19 Il existe une forte proximité sémantique, voire une synonymie entre le principe de neutralité et celui d’impartialité ; la neutralité est souvent rapportée à l’impartialité dans les définitions des dictionnaires. Si les médiateurs que nous avons observés [ 10] utilisent ces deux termes de façon indistincte pour parler de leur activité au quotidien, les règles des codes déontologiques comportent souvent des prescriptions qui se rapportent à l’un, ou à l’autre, de ces principes.

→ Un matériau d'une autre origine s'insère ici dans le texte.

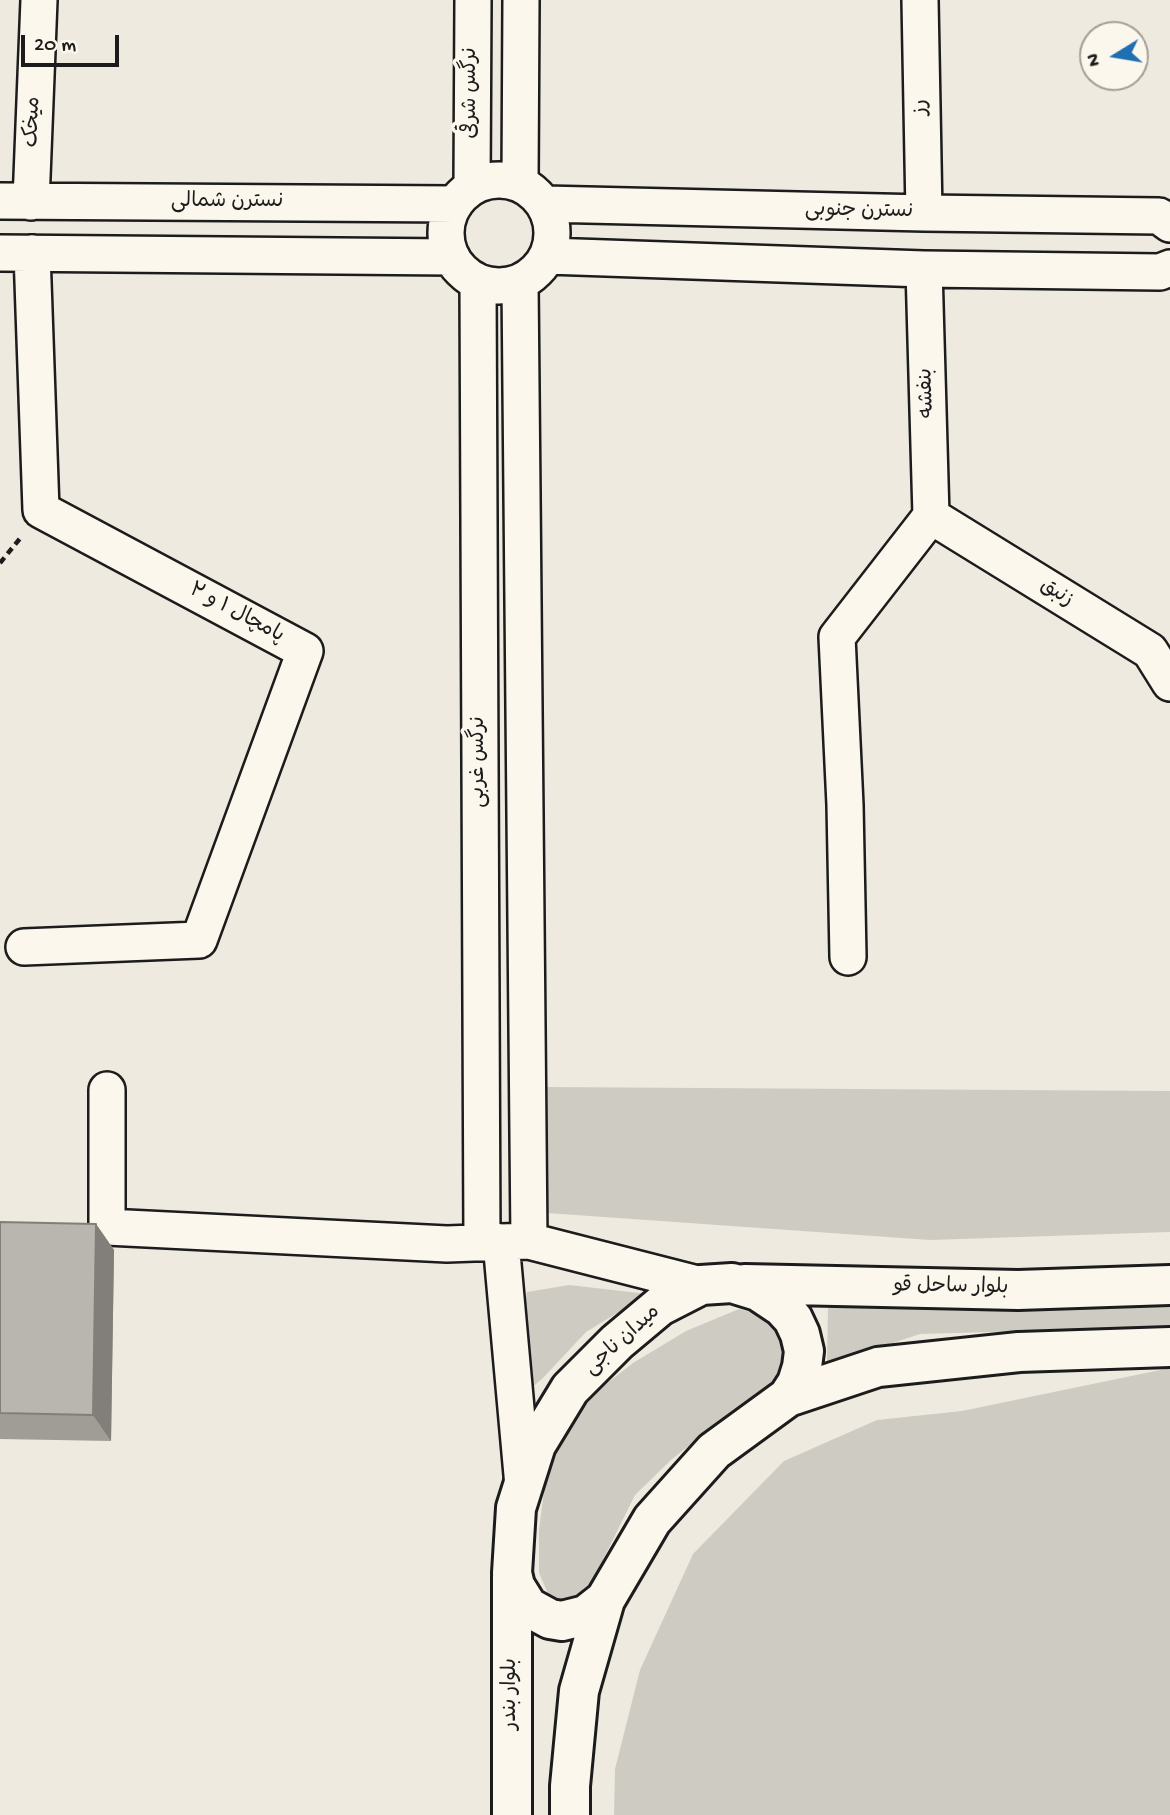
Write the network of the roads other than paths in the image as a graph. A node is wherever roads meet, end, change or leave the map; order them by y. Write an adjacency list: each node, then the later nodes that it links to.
1 (39, 0): 7 (street, میخک)
2 (473, 0): 6 (street, نرگس شرقی)
3 (521, 0): 5 (street)
4 (920, 0): 8 (street, رز)
5 (533, 194): 6 (street); 8 (street, نسترن جنوبی); 11 (street)
6 (463, 195): 7 (street, نسترن شمالی); 12 (street)
7 (16, 202)
8 (923, 213): 9 (street, نسترن جنوبی)
9 (1170, 224)
10 (16, 253): 12 (street); 19 (street, پامچال ۱ و ۲)
11 (548, 256): 14 (street); 16 (street)
12 (452, 257): 15 (street)
13 (1170, 268): 14 (street)
14 (925, 269): 17 (street, بنفشه)
15 (478, 282): 16 (street); 22 (street, نرگس غربی)
16 (520, 282): 22 (street)
17 (931, 516): 18 (street, زنبق); 20 (street)
18 (1170, 683)
19 (23, 947)
20 (848, 957)
21 (107, 1090): 22 (street)
22 (504, 1242): 23 (street); 27 (street)
23 (716, 1284): 24 (main road, بلوار ساحل قو); 26 (main road); 27 (main road, میدان ناجی)
24 (1170, 1285)
25 (1170, 1347): 26 (main road)
26 (788, 1397): 29 (main road, میدان ناجی)
27 (523, 1486): 28 (main road, میدان ناجی)
28 (512, 1573): 29 (main road, میدان ناجی); 30 (main road, بلوار بندر)
29 (606, 1600): 31 (main road)
30 (512, 1815)
31 (570, 1815)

20 Dans ces codes, l’impartialité se décline autour de l’ indépendance du médiateur par rapport aux acteurs et aux conflits qui lui sont soumis. Pour garantir son impartialité, le médiateur ne doit pas exercer des activités professionnelles et extra-professionnelles incompatibles avec son travail de médiation. Par exemple, il ne peut pas être impliqué directement ou indirectement dans un différend entre un locataire et un bailleur s’il est l’employé de ce dernier. Même s’il évoque sa neutralité, les médiés pourraient remettre en cause son impartialité et suspecter que la non garantie de la confidentialité des propos. L’impartialité désigne, en quelque sorte, les « incompatibilités » d’exercice de la fonction de médiateur (par exemple : policier, juge, avocat, etc.).

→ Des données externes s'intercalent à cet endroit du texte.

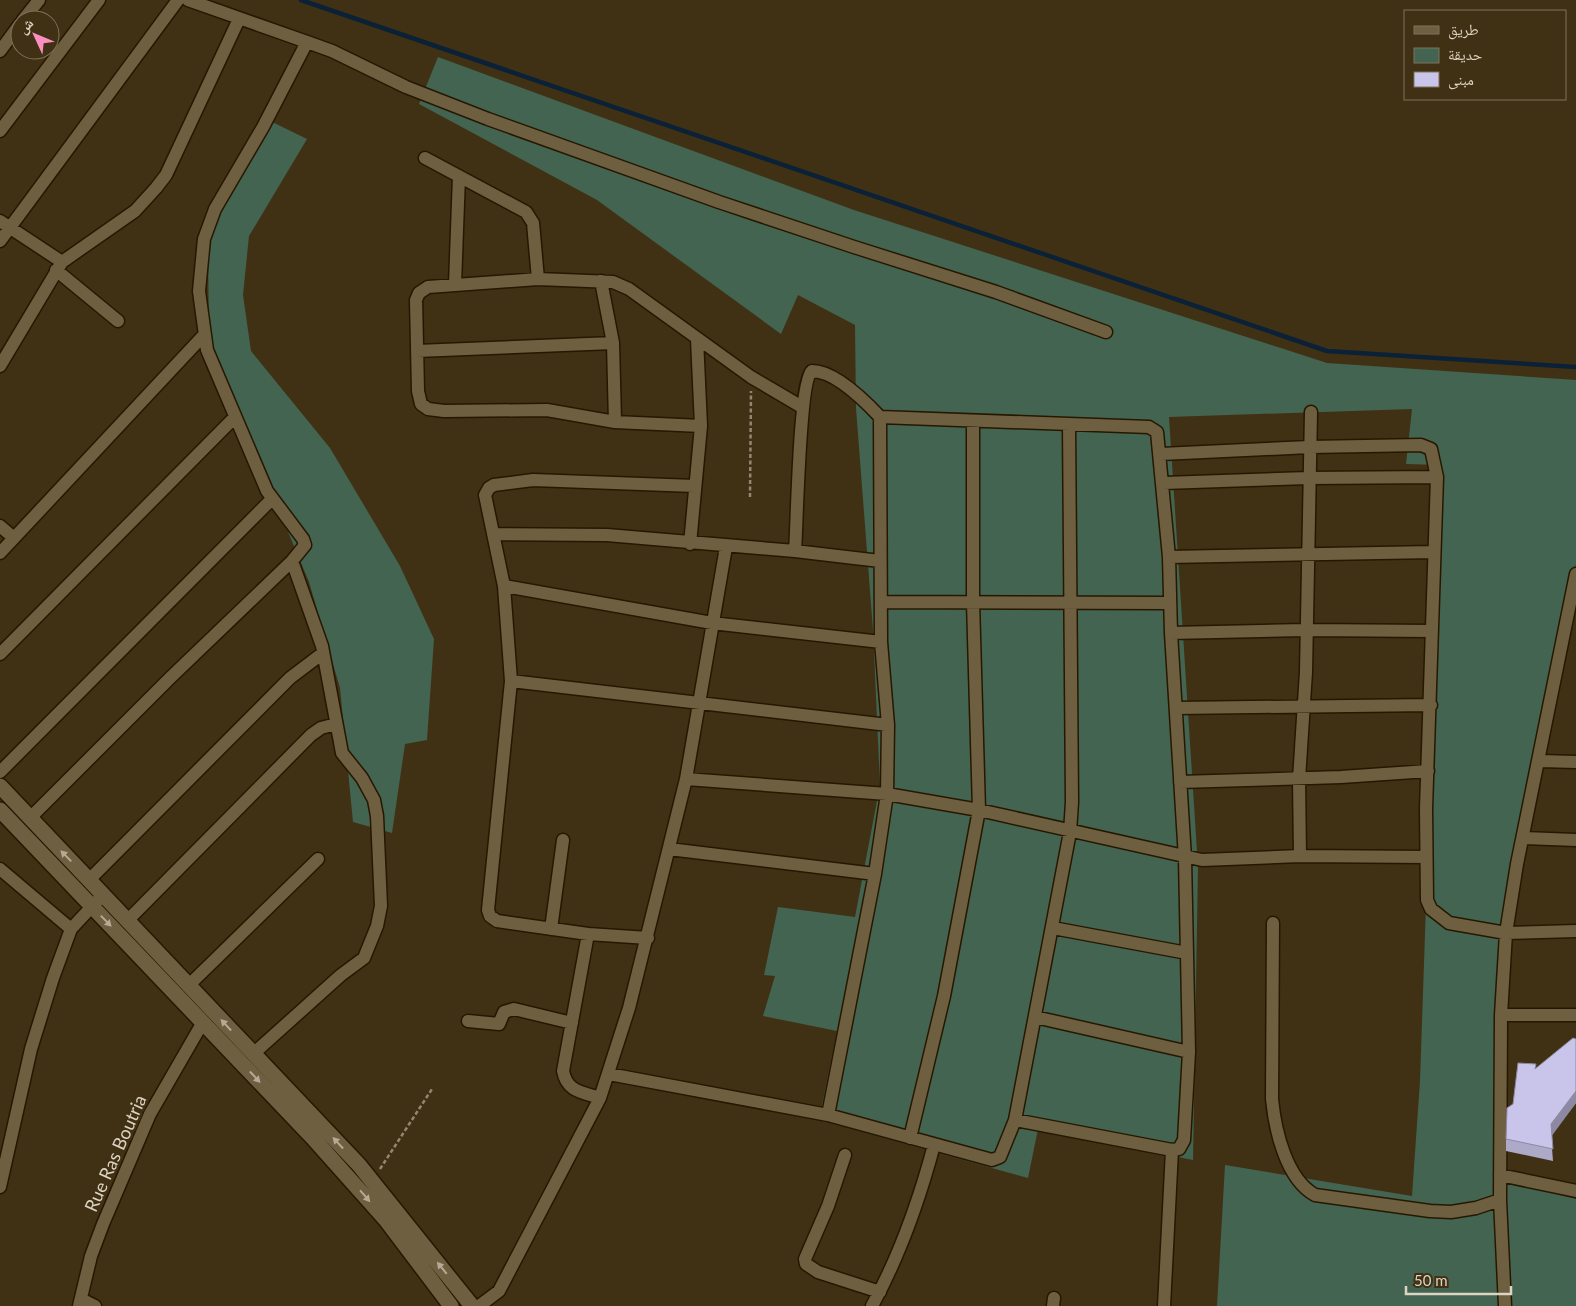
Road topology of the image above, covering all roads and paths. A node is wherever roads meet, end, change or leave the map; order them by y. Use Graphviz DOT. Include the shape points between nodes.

21 Quant au principe de neutralité, il est commun de rappeler qu’il vise à éviter les attitudes d’évaluation des médiateurs à l’égard des médiés. De manière générale, la neutralité peut se définir comme une attitude que les médiateurs adoptent pour éviter de prendre partie pour l’un des médiés sur les responsabilités du différend. En principe, les fonctions de juger, voire de négocier avec les parties sont explicitement proscrites, quelle que soit l’opinion que le médiateur peut avoir de la situation (ce qui n’empêche pas que les parties peuvent négocier entre-elles). Il doit donc s’interroger sur son implication et ne pas profiter de sa position pour avantager l’une des parties. Son engagement à l’égard des médiés doit être équilibré, dans la mesure où ses objectifs ne visent pas à définir des responsabilités individuelles.

22 Si le concept d’impartialité n’appelle pas un questionnement approfondi, le principe de neutralité nous semble, par contre, plus complexe à appréhender. Les comportements sociaux sont en effet souvent évalués, de manière plus ou moins consciente, à partir des normes et valeurs liées à l’appartenance sociale et à tous les traits consécutifs de la socialisation (familiale, scolaire ou sociale). Autrement dit, la difficulté d’échapper aux processus de comparaison sociale entre le médiateur et les médiés constitue une probable entrave à l’application de ce principe. Le médiateur peut-il renoncer à ses croyances, à ses attentes, bref, à se désincarner socialement ? Il est difficile de répondre par l’affirmative sans tomber dans l’angélisme apologétique. Répondre par la négative permet de relativiser ce principe et en concevant de façon plus plausible les actions liées à ce mode de régulation sociale, d’en poser les limites et d’en interroger la nature.

23 Prenons l’exemple des médiateurs sociaux devant gérer des actes relevant de la petite délinquance. Même si l’application stricto sensu de la neutralité conduit le médiateur à considérer l’invraisemblable comme probable, la référence à la norme ou le rappel à l’ordre qu’il peut faire recèlent, implicitement ou explicitement, une forme de jugement social , parfois étayé juridiquement. Nous avons tendance à oublier que les injonctions à se conformer aux règles de civilité et de sociabilité exprimées dans les objectifs de médiation sociale permettent difficilement aux médiateurs de respecter ce principe. Comment, en effet, renforcer la cohésion sociale sans considérer la nécessité d’établir, même de manière consensuelle, des accords basés sur des valeurs socialement dominantes pouvant néanmoins être rejetées par un certain nombre d’individus ? La normativité sociale construite dans la relation médiateur(s)/médiés, au même titre que la normativité juridique, comporte une certaine prévisibilité dont la variabilité oscille entre le respect des règles sociales les plus communément admises et le souci de ne pas remettre fondamentalement en cause l’ordre établi. Indubitablement, la médiation renferme une invitation au conformisme social ou, autrement dit, pousse à adopter une rationalité du raisonnable…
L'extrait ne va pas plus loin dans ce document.